I’m Happy Just To Dance With You

Questa sera tutti da Beck, è festa ye-ye* (Considerazioni sparse e frammentarie, come sempre dopo le feste ben riuscite)

La rassegna “Ferrara sotto le stelle” dà sempre gioie infinite, ma il concerto di ieri di Beck è stato qualcosa di più.
Hanno aperto i Raveonettes, ma non me li sono filati più di tanto: la mia attenzione è stata presa da tre cose, infatti. La prima è stata rendermi conto di quanto il batterista assomigliasse a Micheal Stipe. La seconda, capire se la cantante mi piacesse o meno (alla fine ho capito che non mi piaceva). La terza, capire a che animale assomigliasse un’americana che stava vicino a me: ancora non sono giunto a conclusione.

E poi è arrivato Beck.

Mancava solo il piffero che suonavo alle medie. Beck ha un approccio totale verso la musica: il palco è stracolmo di strumenti, almeno due set di percussioni attive, ma anche diamoniche, sintetizzatori e tastiere, bidoni di latta, ogni possibile variante delle maracas, bassi, chitarre, banjo (suonati per finta), rumori fatti con la bocca, na na nannannanna na na, tamburelli, tutto. E anche i generi toccati sono moltissimi, ma questo, di Beck, già si sa. Egli (adoro scrivere “egli”) rappa, canta, parla, salta, danza. Tutto. Si diverte e fa spettacolo, uno spettacolo totale.

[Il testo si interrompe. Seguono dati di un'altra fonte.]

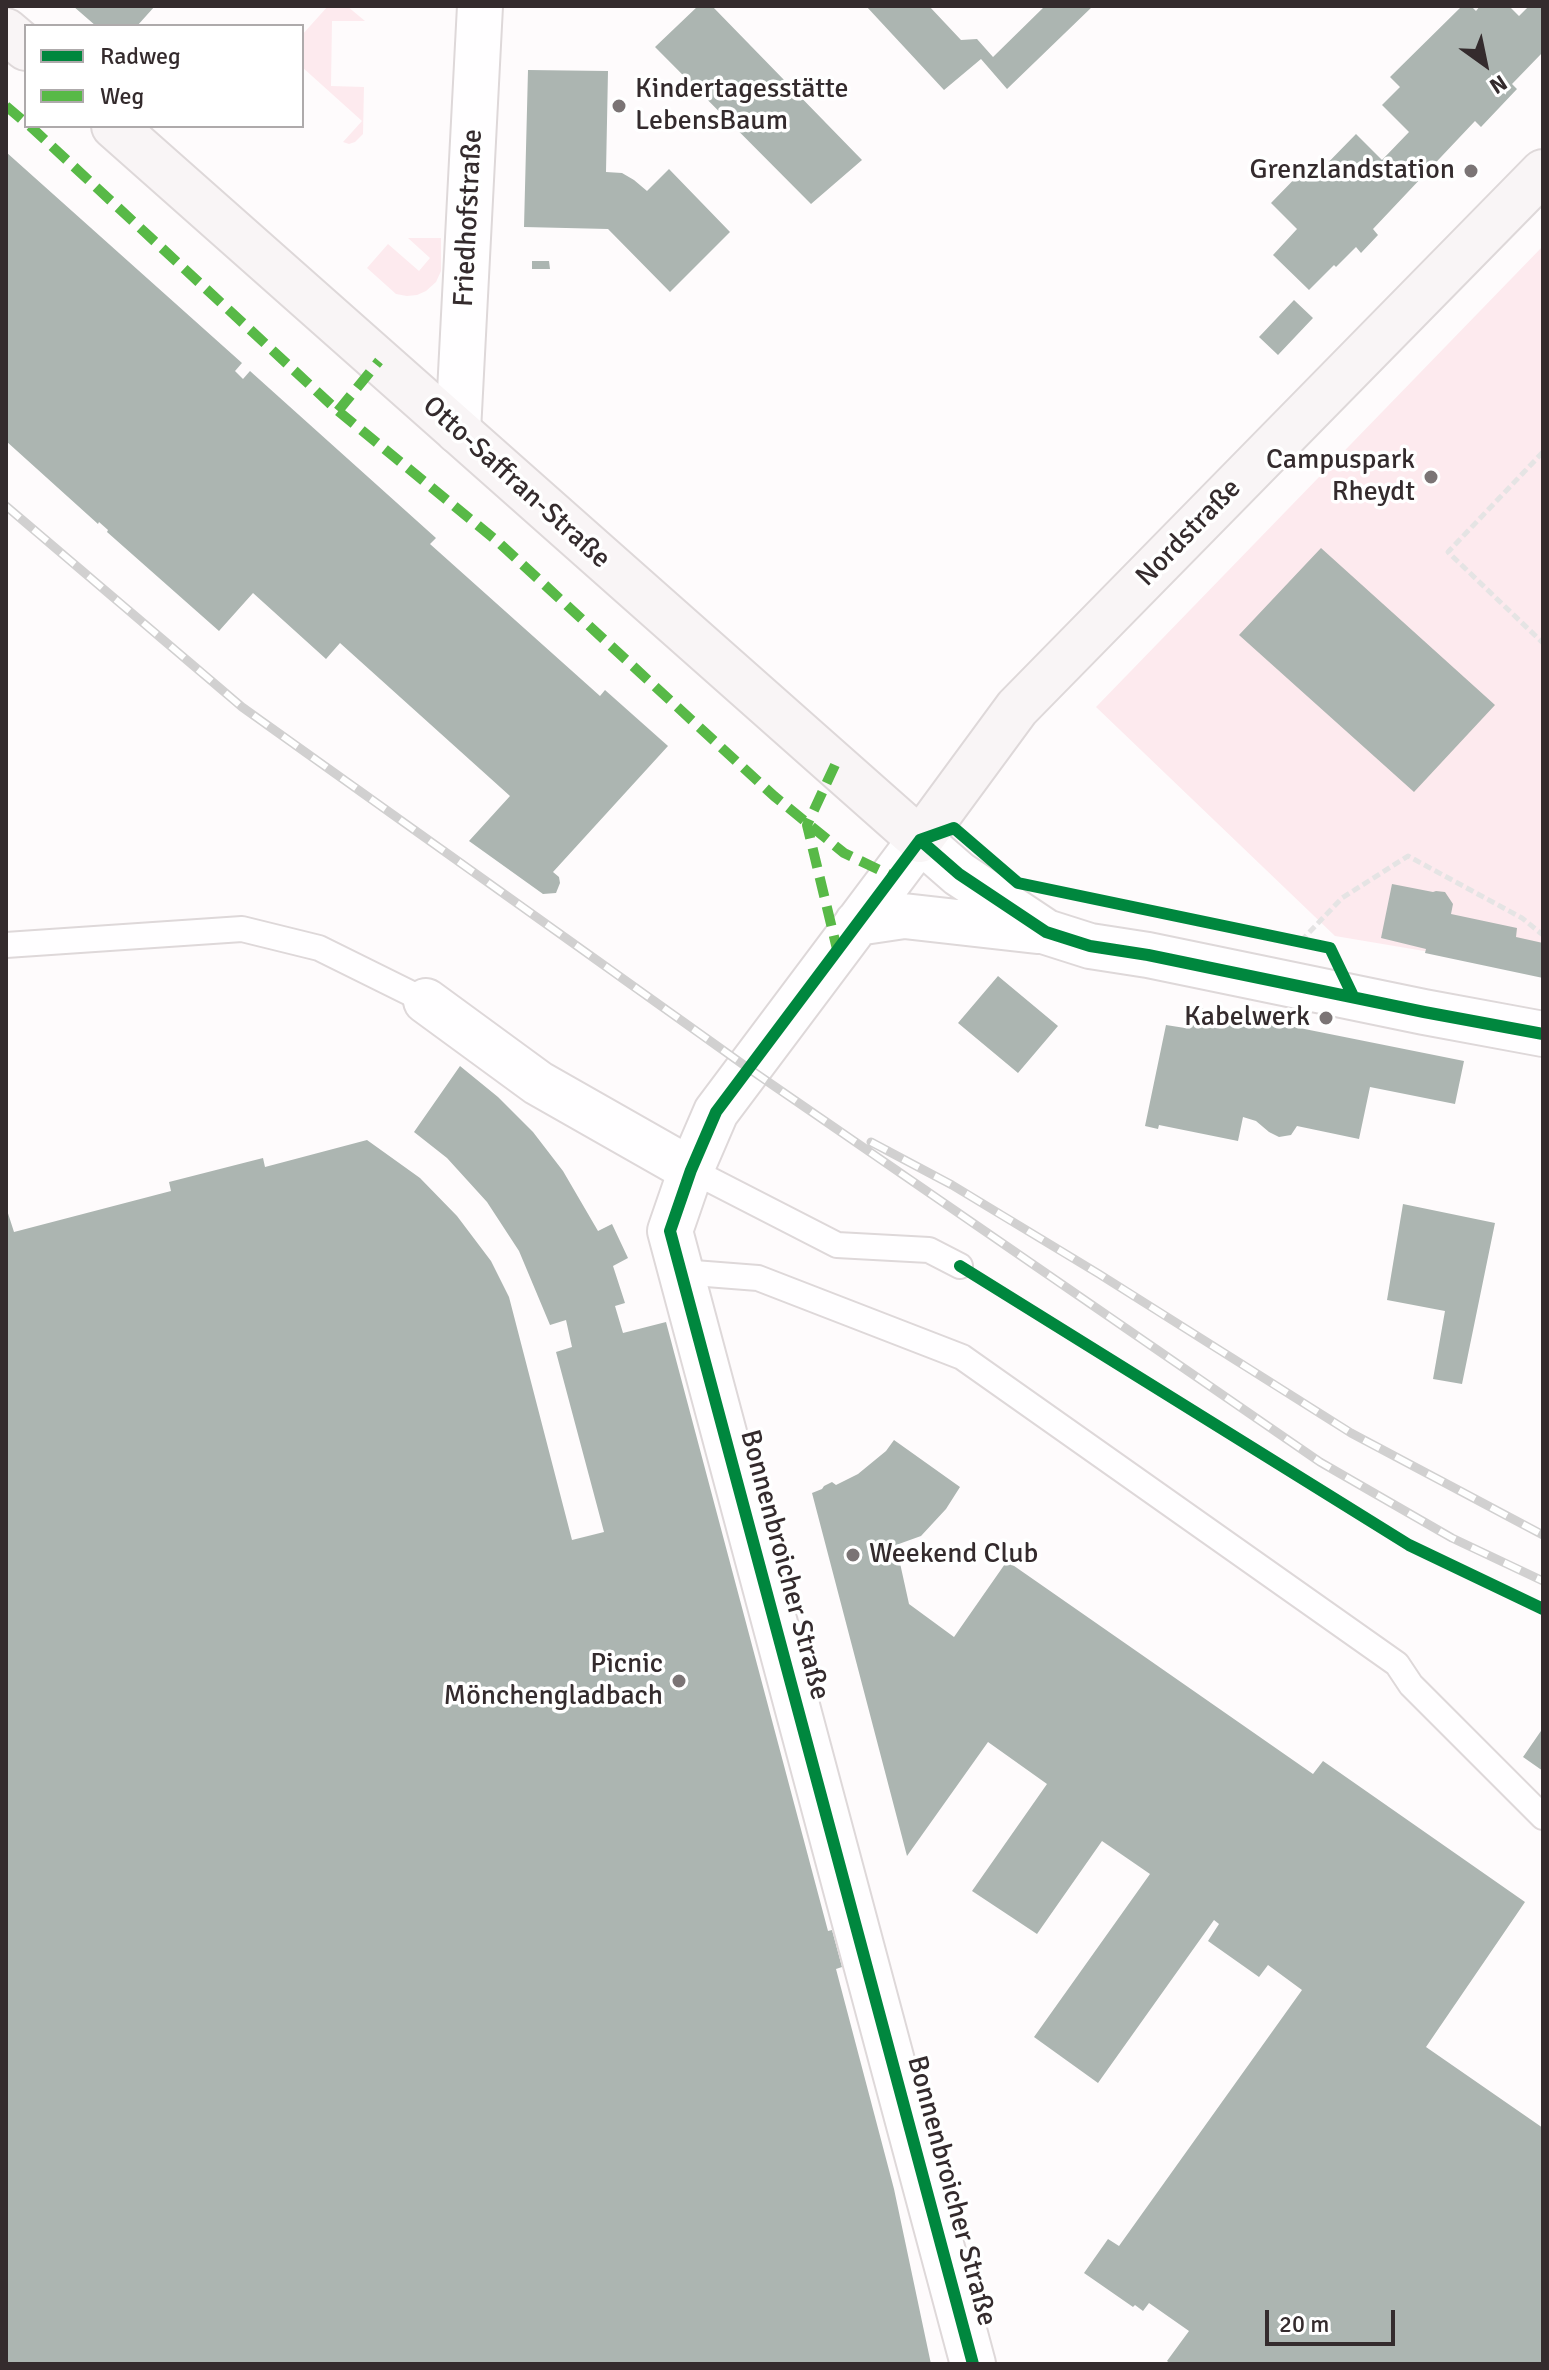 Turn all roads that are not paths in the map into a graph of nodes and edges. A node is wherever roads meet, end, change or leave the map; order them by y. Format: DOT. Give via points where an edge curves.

Quanti Losers. Quando iniziano gli accordazzi slide, penso che, allora, la fa. La canzone che l’ha fatto conoscere nel mondo intiero è accompagnata da una foto dell’epoca di Mellow Gold (e non è che il signor Hansen sia cambiato molto, poi). Ovviamente tutto il pubblico canta a squarciagola il ritornello. O, sigh, qualcos’altro…

Intermezzo. Sono vittima di una persecuzione, da tempo: a qualsiasi concerto io vada, dietro di me ci sono sempre degli ubriachi, piuttosto imponenti fisicamente e di solito di origine veneta, che riescono in alcune imprese:
1. tenere a voce altissima un discorso che fondamentalmente prevede una persona A che dice “la conosci questa?” e una persona B che dice “no”: beh, riconosco loro una certa capacità dialettica e polmonare, visto che un dialogo del genere dura almeno venti minuti e riesce ad essere perfettamente udito nel raggio di cento metri, senza badare ai watt emessi dagli amplificatori;
2. usare le canzoni che sono suonate al momento per intonarci su cori da stadio o, più semplicemente, insulti di vario tipo, a caso o verso qualche particolare nemico del gruppo di alcolizzati: il tutto sempre ai toni indicati al punto uno;
3. nel momento in cui qualcuno fa notare loro che, insomma, vorrebbero sentire il concerto e non “daimoruzzifacciilgol, facciilgooooooool”, diventano educatissimi, chiedono scusa e stanno zitti: per un minuto esatto, per poi ricominciare esattamente come prima.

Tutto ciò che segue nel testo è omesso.